La décision KVP n’est pas tellement pertinente dans le cas du prestataire

[35] Le prestataire cite une affaire intitulée KVP qui, selon lui, empêche un employeur d’imposer unilatéralement une règle ou une politique, à moins qu’elle soit raisonnable et conforme à la convention collective et qu’elle ait été acceptée par le syndicatNote de bas de page 18. Comme ce critère juridique a été élaboré dans le contexte du droit du travail, je ne l’ai pas trouvé utile pour interpréter la Loi sur l’assurance-emploi.

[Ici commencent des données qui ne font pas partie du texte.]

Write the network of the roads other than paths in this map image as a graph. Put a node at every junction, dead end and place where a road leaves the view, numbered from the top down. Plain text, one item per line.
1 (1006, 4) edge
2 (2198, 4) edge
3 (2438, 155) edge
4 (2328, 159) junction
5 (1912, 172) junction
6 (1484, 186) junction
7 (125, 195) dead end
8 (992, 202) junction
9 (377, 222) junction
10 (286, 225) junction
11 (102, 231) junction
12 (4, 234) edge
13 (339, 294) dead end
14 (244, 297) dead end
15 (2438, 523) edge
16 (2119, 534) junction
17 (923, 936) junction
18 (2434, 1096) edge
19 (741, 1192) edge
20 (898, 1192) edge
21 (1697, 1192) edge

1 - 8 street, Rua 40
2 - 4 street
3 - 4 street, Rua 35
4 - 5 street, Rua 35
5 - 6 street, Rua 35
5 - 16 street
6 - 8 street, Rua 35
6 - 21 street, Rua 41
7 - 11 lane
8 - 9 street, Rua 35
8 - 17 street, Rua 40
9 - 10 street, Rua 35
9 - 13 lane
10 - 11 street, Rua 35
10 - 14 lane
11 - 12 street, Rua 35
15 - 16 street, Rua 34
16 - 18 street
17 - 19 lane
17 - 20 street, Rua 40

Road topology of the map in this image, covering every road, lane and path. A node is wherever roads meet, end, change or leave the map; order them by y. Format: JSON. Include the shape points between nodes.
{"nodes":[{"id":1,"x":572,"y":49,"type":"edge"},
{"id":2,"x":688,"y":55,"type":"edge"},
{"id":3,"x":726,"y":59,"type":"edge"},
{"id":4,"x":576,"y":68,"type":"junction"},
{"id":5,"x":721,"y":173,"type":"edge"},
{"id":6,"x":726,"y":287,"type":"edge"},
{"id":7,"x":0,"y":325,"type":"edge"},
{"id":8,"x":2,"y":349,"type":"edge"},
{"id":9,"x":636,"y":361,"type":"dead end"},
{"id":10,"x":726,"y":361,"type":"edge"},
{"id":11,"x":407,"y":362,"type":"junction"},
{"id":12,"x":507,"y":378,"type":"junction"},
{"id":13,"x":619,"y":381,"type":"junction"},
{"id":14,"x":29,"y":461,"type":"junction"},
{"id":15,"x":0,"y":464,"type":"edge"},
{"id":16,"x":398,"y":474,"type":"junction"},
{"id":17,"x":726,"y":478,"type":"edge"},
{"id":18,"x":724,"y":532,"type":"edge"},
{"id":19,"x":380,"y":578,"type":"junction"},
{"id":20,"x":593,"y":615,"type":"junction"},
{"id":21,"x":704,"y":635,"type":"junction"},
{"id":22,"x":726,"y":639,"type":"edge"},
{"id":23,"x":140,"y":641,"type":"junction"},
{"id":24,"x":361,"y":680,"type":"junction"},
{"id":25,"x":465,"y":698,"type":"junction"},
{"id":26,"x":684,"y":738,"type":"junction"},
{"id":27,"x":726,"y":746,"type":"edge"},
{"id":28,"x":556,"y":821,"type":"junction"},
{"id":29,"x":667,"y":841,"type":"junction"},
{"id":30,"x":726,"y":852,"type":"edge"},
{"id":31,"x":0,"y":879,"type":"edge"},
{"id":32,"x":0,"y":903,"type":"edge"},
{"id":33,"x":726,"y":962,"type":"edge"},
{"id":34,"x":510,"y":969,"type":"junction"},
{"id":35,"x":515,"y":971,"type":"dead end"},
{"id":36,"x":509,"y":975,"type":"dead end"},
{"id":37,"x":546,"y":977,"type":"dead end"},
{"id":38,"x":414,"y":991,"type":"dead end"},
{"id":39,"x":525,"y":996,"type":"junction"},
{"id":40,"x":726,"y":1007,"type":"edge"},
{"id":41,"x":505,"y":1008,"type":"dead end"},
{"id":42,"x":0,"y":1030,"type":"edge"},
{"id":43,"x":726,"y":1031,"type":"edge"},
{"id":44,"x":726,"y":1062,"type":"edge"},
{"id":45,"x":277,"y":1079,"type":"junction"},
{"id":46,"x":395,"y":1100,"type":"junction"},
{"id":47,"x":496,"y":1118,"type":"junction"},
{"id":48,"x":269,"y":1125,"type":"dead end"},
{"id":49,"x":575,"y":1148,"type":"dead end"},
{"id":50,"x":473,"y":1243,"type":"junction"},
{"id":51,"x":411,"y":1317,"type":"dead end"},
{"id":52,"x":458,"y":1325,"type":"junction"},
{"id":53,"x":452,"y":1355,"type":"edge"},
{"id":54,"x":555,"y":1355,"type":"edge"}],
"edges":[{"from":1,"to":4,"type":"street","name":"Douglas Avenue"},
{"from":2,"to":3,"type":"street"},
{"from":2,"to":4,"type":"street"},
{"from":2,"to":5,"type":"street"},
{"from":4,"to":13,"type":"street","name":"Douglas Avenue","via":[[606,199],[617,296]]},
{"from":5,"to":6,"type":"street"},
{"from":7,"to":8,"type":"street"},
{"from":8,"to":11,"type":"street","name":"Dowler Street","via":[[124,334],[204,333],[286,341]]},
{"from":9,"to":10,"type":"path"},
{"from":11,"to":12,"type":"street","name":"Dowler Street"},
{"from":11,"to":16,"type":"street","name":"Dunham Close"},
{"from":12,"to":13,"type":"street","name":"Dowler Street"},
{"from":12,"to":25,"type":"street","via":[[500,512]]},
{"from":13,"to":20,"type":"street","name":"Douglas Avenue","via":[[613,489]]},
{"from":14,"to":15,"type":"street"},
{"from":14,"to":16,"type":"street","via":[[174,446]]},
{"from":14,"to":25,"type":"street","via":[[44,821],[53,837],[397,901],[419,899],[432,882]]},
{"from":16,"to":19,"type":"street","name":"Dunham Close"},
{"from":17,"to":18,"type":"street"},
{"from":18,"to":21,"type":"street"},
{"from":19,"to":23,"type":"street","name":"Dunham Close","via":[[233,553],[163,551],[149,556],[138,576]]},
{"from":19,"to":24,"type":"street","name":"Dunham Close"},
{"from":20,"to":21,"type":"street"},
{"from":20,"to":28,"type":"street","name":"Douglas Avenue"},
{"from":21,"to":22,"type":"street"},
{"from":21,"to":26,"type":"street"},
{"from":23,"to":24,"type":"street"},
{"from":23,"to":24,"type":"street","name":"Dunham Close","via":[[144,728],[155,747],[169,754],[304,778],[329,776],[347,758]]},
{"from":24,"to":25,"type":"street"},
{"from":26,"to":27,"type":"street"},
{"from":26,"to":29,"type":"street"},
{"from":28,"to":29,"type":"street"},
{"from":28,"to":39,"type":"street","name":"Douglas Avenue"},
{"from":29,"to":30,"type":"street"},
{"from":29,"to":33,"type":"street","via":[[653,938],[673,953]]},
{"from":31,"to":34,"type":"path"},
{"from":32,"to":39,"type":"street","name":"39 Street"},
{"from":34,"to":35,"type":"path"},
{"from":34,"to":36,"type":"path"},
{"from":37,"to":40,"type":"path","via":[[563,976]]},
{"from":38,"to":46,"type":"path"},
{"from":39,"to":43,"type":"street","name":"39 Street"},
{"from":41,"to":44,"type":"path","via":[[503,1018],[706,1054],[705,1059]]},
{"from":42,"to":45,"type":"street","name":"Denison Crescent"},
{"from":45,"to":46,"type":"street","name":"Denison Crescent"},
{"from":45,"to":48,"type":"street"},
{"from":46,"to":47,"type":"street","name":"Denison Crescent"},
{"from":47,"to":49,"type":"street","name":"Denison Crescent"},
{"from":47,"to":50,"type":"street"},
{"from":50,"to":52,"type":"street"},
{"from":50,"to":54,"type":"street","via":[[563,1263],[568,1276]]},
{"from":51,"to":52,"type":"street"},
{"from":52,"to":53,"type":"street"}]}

La décision Rizzo & Rizzo Shoes passe à l’arrière-plan lorsque la loi est relativement claire

[36] Enfin, le prestataire soutient que, comme l’inconduite n’est pas définie par la Loi sur l’assurance-emploi, elle devrait être interprétée de façon « équitable, large et libérale » conformément aux directives énoncées par la Cour suprême du Canada dans une décision de principe intitulée Rizzo & Rizzo ShoesNote de bas de page 19. Je conviens qu’à titre de mesure corrective, la Loi sur l’assurance-emploi doit être interprétée généreusement dans la mesure du possible. Il est cependant important de se rappeler que l’affaire Rizzo & Rizzo Shoes porte principalement sur les principes d’interprétation de la loi. Bien que la Loi sur l’assurance-emploi ne définit pas l’inconduite, les tribunaux ont comblé ce vide en établissant un critère clair, détaillé et à plusieurs volets pour le concept. En tant que membre d’un tribunal administratif, je suis tenu d’appliquer ce critère, même si cela fait en sorte que le prestataire considère l’issue de l’affaire comme peu généreuse.

Conclusion

[37] Pour les motifs mentionnés plus haut, je ne suis pas convaincu que l’appel a une chance raisonnable de succès. La permission de faire appel est donc refusée. Le présent appel n’ira pas de l’avant.